Senior executives at the BBC have decided on our behalf that certain elements of our popular culture should also be boarded up and hidden away with the removal of past episodes of Little Britain from its iPlayer platform recently, mainly because of criticism of characters that David Walliams and Matt Lucas donned copious amounts of skin-darkening make up to play.
What the BBC has missed, and why Little Britain was one of my favourite comedy programmes growing up, is that virtually no one was spared the comedy duo’s ridicule. Young, old, black, white - everyone was the butt of joke at some point.
And that the audience isn’t laughing because certain characters are black or white but because the characters are hilarious. This form of self-depreciating humour is actually a great leveller and laughing together at ourselves brings down barriers, not erects them.
But the BBC’s decision suggests that there is something fundamentally wrong with us for continuing to enjoy Little Britain and that our behaviour must change.
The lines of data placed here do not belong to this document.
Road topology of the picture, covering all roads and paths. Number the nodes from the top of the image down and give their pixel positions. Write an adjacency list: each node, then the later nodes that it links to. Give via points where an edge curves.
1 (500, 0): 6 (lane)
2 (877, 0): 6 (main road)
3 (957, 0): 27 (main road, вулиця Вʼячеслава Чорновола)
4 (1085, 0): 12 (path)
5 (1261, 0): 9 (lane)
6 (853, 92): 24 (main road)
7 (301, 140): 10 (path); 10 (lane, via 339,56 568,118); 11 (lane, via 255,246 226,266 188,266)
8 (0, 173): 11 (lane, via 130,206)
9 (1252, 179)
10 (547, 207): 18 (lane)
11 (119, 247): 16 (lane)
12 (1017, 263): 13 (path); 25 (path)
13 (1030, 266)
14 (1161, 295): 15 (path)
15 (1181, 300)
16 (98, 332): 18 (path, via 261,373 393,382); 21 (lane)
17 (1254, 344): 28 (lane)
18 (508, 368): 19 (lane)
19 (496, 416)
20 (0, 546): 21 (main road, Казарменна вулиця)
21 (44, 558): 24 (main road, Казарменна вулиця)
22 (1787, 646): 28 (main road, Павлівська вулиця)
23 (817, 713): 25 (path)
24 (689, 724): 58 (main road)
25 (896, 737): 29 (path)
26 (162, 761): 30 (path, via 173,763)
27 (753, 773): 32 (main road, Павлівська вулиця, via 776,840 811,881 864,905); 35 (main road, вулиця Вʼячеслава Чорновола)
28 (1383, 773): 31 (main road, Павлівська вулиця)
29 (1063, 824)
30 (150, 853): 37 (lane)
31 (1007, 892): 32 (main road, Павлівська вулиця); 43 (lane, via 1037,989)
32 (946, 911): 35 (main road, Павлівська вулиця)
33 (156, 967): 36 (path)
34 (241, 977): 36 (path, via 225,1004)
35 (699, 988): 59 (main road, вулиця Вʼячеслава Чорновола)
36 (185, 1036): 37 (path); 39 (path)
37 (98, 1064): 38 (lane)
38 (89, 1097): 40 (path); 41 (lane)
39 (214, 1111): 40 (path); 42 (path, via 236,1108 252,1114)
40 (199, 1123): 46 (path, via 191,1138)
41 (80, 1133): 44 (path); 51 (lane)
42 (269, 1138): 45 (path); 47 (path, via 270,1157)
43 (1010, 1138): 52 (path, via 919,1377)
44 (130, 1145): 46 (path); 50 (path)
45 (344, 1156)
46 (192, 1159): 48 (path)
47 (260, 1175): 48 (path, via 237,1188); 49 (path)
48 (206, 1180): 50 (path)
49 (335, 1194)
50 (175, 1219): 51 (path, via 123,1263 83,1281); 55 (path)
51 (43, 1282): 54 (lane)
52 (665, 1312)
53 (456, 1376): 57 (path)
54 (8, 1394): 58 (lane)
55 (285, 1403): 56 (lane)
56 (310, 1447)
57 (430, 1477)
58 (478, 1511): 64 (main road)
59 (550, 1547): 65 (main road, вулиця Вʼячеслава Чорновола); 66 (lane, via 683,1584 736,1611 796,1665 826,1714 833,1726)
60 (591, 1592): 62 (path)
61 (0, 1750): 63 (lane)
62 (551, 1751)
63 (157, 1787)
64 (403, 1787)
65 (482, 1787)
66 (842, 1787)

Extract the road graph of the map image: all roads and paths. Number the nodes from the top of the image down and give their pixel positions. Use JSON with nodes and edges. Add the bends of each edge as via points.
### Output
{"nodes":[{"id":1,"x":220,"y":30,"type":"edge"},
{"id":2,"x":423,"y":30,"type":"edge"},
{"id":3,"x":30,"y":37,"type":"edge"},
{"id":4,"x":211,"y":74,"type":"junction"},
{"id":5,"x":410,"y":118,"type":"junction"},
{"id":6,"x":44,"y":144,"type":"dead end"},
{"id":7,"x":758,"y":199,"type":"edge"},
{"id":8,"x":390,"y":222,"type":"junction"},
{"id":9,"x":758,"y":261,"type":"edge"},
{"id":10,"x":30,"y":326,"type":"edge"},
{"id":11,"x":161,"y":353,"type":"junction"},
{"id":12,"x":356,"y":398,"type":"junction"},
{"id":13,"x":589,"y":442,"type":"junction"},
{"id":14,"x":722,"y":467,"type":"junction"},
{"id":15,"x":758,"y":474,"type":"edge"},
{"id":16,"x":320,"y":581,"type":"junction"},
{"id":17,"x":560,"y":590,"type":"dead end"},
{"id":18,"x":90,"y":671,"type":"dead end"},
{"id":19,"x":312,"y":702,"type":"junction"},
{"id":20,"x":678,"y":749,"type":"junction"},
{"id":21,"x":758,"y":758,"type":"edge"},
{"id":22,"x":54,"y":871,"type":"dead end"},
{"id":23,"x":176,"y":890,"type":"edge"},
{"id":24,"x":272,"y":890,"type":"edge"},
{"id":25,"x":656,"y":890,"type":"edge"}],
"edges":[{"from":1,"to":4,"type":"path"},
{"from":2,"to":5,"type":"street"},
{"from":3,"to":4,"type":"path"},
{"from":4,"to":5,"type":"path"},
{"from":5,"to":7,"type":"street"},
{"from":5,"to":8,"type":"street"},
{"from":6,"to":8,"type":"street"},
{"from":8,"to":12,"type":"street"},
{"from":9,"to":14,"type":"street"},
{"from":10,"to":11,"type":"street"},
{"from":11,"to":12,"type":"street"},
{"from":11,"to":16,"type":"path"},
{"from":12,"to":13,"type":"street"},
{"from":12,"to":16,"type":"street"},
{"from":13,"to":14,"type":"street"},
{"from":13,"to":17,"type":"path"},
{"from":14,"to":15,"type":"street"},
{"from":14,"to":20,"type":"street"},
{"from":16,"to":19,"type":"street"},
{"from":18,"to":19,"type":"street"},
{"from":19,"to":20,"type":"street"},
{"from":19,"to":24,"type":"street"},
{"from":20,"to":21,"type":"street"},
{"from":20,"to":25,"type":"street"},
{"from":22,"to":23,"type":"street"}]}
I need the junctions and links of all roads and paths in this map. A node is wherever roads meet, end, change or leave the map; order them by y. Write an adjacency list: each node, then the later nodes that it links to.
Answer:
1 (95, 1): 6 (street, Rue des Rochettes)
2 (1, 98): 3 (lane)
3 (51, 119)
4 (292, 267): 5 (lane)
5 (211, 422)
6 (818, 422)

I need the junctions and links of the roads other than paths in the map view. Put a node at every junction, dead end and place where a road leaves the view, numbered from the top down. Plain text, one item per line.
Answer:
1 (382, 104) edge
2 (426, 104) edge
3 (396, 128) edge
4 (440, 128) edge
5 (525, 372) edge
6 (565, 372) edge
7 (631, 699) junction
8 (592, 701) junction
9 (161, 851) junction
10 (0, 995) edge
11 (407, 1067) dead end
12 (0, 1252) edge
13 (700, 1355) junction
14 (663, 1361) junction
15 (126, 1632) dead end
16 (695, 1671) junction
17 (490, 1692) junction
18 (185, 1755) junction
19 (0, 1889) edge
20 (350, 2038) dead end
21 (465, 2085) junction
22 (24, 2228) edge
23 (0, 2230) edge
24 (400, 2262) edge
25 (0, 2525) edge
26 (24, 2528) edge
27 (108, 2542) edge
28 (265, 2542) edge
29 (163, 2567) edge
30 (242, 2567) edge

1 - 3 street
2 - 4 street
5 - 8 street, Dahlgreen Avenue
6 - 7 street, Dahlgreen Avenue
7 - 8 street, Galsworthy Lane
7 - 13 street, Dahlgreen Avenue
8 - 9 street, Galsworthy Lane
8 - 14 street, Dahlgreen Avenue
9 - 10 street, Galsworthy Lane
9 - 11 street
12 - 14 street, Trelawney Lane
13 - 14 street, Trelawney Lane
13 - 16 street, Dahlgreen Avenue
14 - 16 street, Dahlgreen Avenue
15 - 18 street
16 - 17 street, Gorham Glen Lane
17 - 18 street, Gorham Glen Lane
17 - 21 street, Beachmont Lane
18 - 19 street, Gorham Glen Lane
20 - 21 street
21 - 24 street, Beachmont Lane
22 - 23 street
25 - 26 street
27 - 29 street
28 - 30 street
It’s quite chilling that a state broadcaster, which tax and licence fee-payers are obliged to fund has the censor’s pen over comedic and artistic expression.
A country which can’t laugh at itself is barely a country worth living in at all. And just like we aren’t comfortable as a country leaving the fate of our historic statues to a small mob, neither should we be comfortable leaving our national sense of humour to a small group of state-funded executives.
None of this takes away for the tragic death of George Floyd and the strength of feeling we share against racism and injustice. But we shouldn’t let his death erupt into a culture war in this country which divides us, and where our statues and cultural expressions, like Little Britain, become quick victims without due democratic process and reflection.